37. shedding the body condom

Here's what happened to me last week:

Monday morning, find my right rear tire almost completely flat. Pump it up again.

Tuesday morning, find my right rear tire almost flat again - I have a slow leak that must be looked at. Tuesday night my antenna breaks off my cell phone (for like the third time).

Wednesday, plagued by poor cell phone reception. Wednesday night my car gets broken into. Now this isn't like picking or pulling the lock kind of break in, this is the kind of break in where they smash the passenger side window out. If it weren't for the shards of leftover glass around the edges, it looks like I forgot to roll my windows back up. Luckily nothing was stolen. Still having tire problems.

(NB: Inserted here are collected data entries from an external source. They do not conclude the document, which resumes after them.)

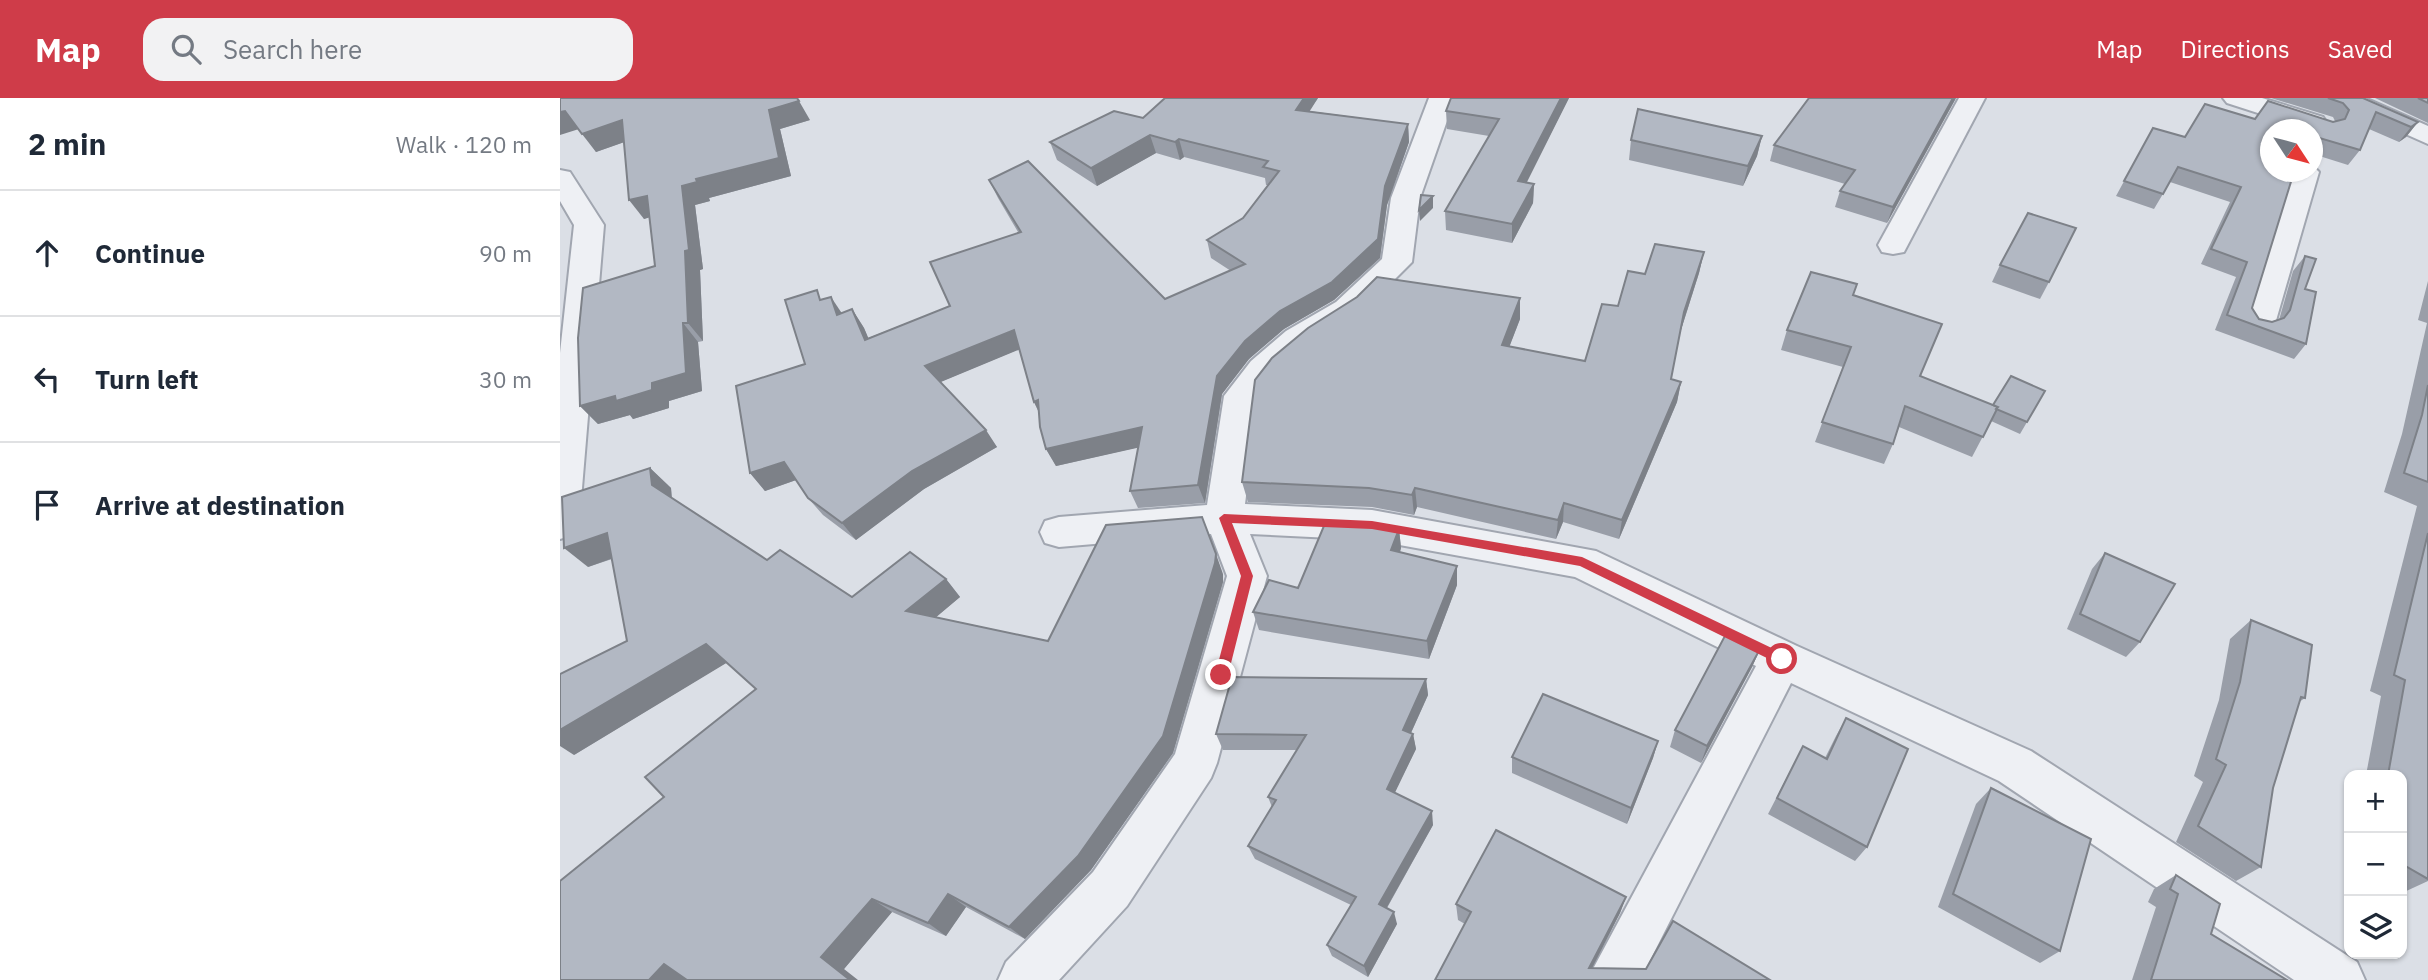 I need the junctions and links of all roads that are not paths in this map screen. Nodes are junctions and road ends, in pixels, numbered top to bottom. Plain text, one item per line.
1 (1442, 98) edge
2 (1972, 98) edge
3 (2236, 98) edge
4 (2347, 109) edge
5 (2428, 121) edge
6 (2428, 136) edge
7 (2323, 138) edge
8 (560, 178) edge
9 (2302, 182) edge
10 (574, 226) edge
11 (1893, 246) dead end
12 (2259, 324) edge
13 (1224, 518) junction
14 (560, 524) edge
15 (1059, 532) dead end
16 (1782, 659) junction
17 (1024, 980) edge
18 (1613, 980) edge
19 (2339, 980) edge

1 - 13 street
2 - 11 street
3 - 4 street
4 - 5 street
4 - 6 street
4 - 7 street
8 - 10 street
9 - 12 street
10 - 14 street
13 - 15 street
13 - 16 street
13 - 17 street
16 - 18 street
16 - 19 street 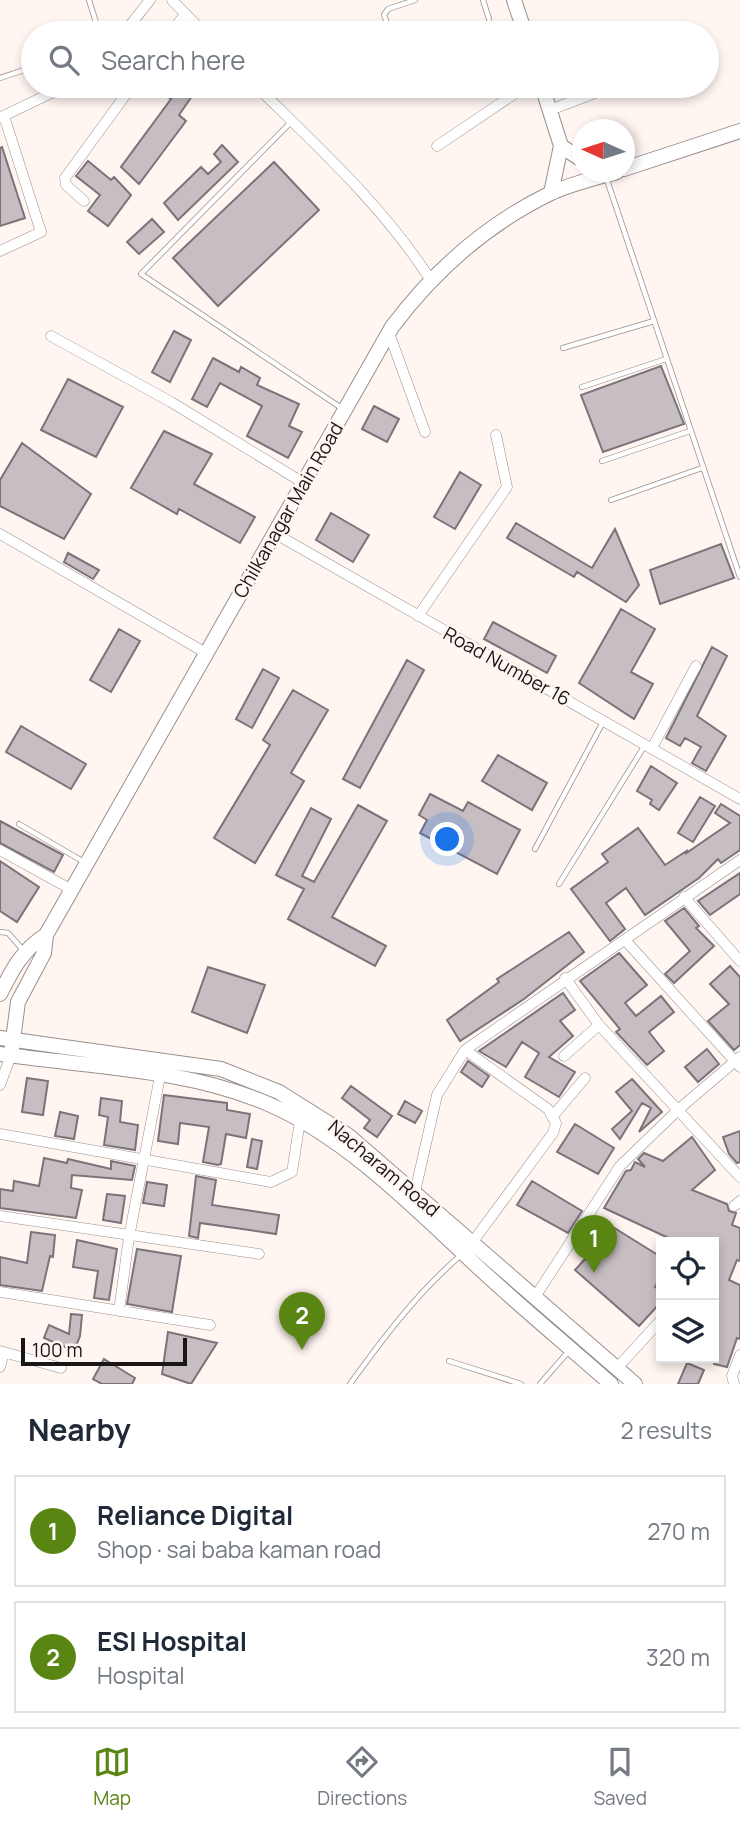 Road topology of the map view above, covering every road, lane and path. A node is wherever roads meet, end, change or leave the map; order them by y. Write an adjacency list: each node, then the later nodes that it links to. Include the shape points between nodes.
1 (89, 0): 9 (lane)
2 (150, 0): 10 (street)
3 (172, 0): 7 (street)
4 (415, 0): 13 (lane, via 388,9)
5 (482, 0): 8 (lane)
6 (514, 0): 14 (main road)
7 (185, 14): 11 (street); 12 (street)
8 (489, 19)
9 (96, 21)
10 (133, 21)
11 (180, 21)
12 (192, 21)
13 (386, 21)
14 (521, 21)
15 (21, 71): 16 (lane)
16 (0, 78)
17 (40, 98): 24 (street)
18 (123, 98): 34 (street, via 65,178 66,185)
19 (268, 98): 25 (street)
20 (508, 98): 27 (street)
21 (546, 98): 23 (main road)
22 (582, 98): 23 (street)
23 (550, 110): 28 (main road)
24 (2, 116): 35 (street, via 41,232)
25 (292, 121): 36 (street, via 386,218); 43 (lane, via 141,274)
26 (740, 131): 30 (main road)
27 (437, 146)
28 (561, 146): 29 (main road); 33 (main road)
29 (572, 153)
30 (635, 166)
31 (582, 182): 33 (main road, Chilkanagar Main Road)
32 (610, 182): 37 (lane)
33 (551, 193): 36 (main road, Chilkanagar Main Road, via 480,237)
34 (84, 201)
35 (0, 251)
36 (430, 279): 38 (main road, Chilkanagar Main Road)
37 (654, 321): 40 (lane); 41 (lane)
38 (388, 333): 43 (main road, Chilkanagar Main Road); 45 (street)
39 (51, 336): 49 (street)
40 (563, 348)
41 (666, 359): 42 (lane); 44 (lane)
42 (582, 387)
43 (344, 410): 49 (main road, Chilkanagar Main Road)
44 (690, 431): 47 (lane); 48 (lane)
45 (425, 432)
46 (496, 435): 54 (street, via 507,487)
47 (602, 461)
48 (702, 468): 50 (lane); 53 (lane)
49 (302, 482): 51 (main road, Chilkanagar Main Road)
50 (611, 500)
51 (274, 533): 54 (street, Road Number 16); 55 (main road, Chilkanagar Main Road)
52 (0, 534): 55 (street)
53 (740, 577)
54 (418, 616): 57 (street, Road Number 16)
55 (206, 653): 64 (main road, Chilkanagar Main Road)
56 (696, 666): 58 (street)
57 (604, 721): 58 (street, Road Number 16); 61 (lane)
58 (649, 746): 59 (street, Road Number 16); 65 (lane)
59 (740, 799)
60 (19, 824): 64 (lane)
61 (535, 849)
62 (0, 850): 66 (street)
63 (740, 860): 67 (street)
64 (88, 864): 66 (main road, Chilkanagar Main Road)
65 (559, 884)
66 (72, 890): 69 (main road, Chilkanagar Main Road)
67 (684, 897): 70 (street); 72 (street)
68 (0, 932): 71 (lane, via 8,933)
69 (46, 935): 71 (main road); 78 (main road, via 44,953 18,1002)
70 (625, 940): 75 (street); 82 (street)
71 (25, 952): 73 (main road)
72 (740, 961)
73 (14, 965): 74 (main road); 76 (main road)
74 (0, 971)
75 (565, 978): 77 (street); 79 (street)
76 (0, 995)
77 (599, 1025): 81 (street); 86 (street)
78 (7, 1039): 80 (main road); 92 (main road, Nacharam Road, via 221,1069 279,1092 323,1118)
79 (465, 1050): 87 (street); 92 (street, via 437,1095)
80 (5, 1055): 83 (main road, Nacharam Road); 85 (street)
81 (564, 1056)
82 (738, 1062): 86 (street)
83 (160, 1076): 88 (main road, Nacharam Road, via 226,1089); 90 (street)
84 (585, 1078): 87 (street)
85 (0, 1085)
86 (679, 1109): 91 (street); 98 (street, via 620,1166)
87 (552, 1117): 95 (street, via 556,1123 553,1133)
88 (300, 1121): 90 (street, via 292,1172 271,1182); 95 (main road, Nacharam Road)
89 (0, 1134): 90 (street)
90 (144, 1161): 94 (street)
91 (740, 1177)
92 (415, 1192): 95 (main road, Nacharam Road)
93 (0, 1216): 94 (street)
94 (129, 1237): 96 (street); 99 (street)
95 (468, 1248): 98 (main road, Nacharam Road); 102 (main road, Nacharam Road); 109 (lane, via 430,1281 398,1318)
96 (259, 1254)
97 (0, 1292): 99 (street)
98 (535, 1297): 108 (main road, Nacharam Road)
99 (119, 1311): 100 (street)
100 (210, 1325)
101 (656, 1325): 108 (street)
102 (571, 1348): 111 (lane); 112 (main road, Nacharam Road)
103 (2, 1351): 106 (street); 107 (street)
104 (740, 1355): 114 (street, via 732,1376)
105 (449, 1361): 110 (lane)
106 (0, 1367)
107 (61, 1368)
108 (617, 1368): 113 (main road, Nacharam Road)
109 (351, 1384)
110 (521, 1384)
111 (540, 1384)
112 (611, 1384)
113 (635, 1384)
114 (734, 1384)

Thursday morning, realize that something was stolen - my backpack - but there was nothing but paperwork from work in there. Thursday, early afternoon, realize that my checkbook was in there and that I need to get to the bank and close out the account before someone starts furnishing their living room, so I borrow my mother's car to run some erands. Thursday late afternoon, find out it's going to cost $170 to fix my window. Then mom's car overheats so that I have to pull on the side of the road. Because of poor cell phone reception I can't call anyone to come and help. I just have to sit and wait for the engine to cool off and pray that I can make it back home without a meltdown (I do).

Friday, got my window fixed but still having tire problems. Can't go to Firestone to get it fixed until Sunday. Cell phone reception still sub-par.

Sunday, something happens (can't go into detail...involves friends and assumptions on my part) that really knocks me off balance, mentally and emotionally. Well, at least I got my tire problem taken care of...and w/o charge (thanks, Firestone).

Fuck, it's like I just can't get a break. I mean the whole trying-to-think-positive thing was working up until Sunday, despite all the crap that happened this week. But I can only take so much and it's like on Sunday, I reached the tipping point. And I'm scared shitless because I recognize the state it put me in - it's the very state that I want to leave behind. I'm feeling the old bullshit paranoia - where I get to thinking that I'm a bad-luck magnet, that the twin moons that orbit my heart are named despair and frustration.

Life isn't making it very easy, but I have to remember my new credo: optimism as a revolutionary concept.

Optimism truly is a revolutionary, subversive thing. There's so much bullshit and cynicism and apathy out there - it's like this thick, invisible fog that we're saturated with. We breathe it in, it seeps in through our pores, it coats and clings to us like a slimy latex body condom. It's getting to the point where seeing a genuine smile is like spotting the real Elvis (amid the many impersonators). The pessimistic view of life is an assumption. A genuinely positive outlook (not a blindly sunny or naive one) is a shiny, pastel colored middle finger in the face of all the nastiness out there.

You know what? Here's one theory of why so many bad things happened this week. "Everyone has their own personal velocity," writes Rebecca Miller. And it's true. We all live life with certain assumptions and habits and comfort zones. Our lifestyle becomes a kind of vector by which our choices (and by extension, our future) can be predicted. It also develops a kind of wake around us that affects the things that surround us. Draw your hand through a still pool and you create a current. In the same way, our personal velocity exerts a pull on the life around us. Any change in direction will initially disrupt this flow.

I've made a decision to think more positively about life and this change grates against the momentum that all my years of negative thinking had developed. It's no wonder that I'm running head on into these disturbances. I need to push past this initial resistance, put my head down and power through.

The world defaults to negativity and I'm issuing an open challenge to that assumption. It's not easy but I must continue. I'm tired of thinking like everybody else. I'm tired of wallowing in the mud. There's lots of fresh air and freedom to be found above the fog - I've just got to keep flapping my wings, flailing away while I pray for updrafts.

And the sky's not the limit, it's the only the beginning.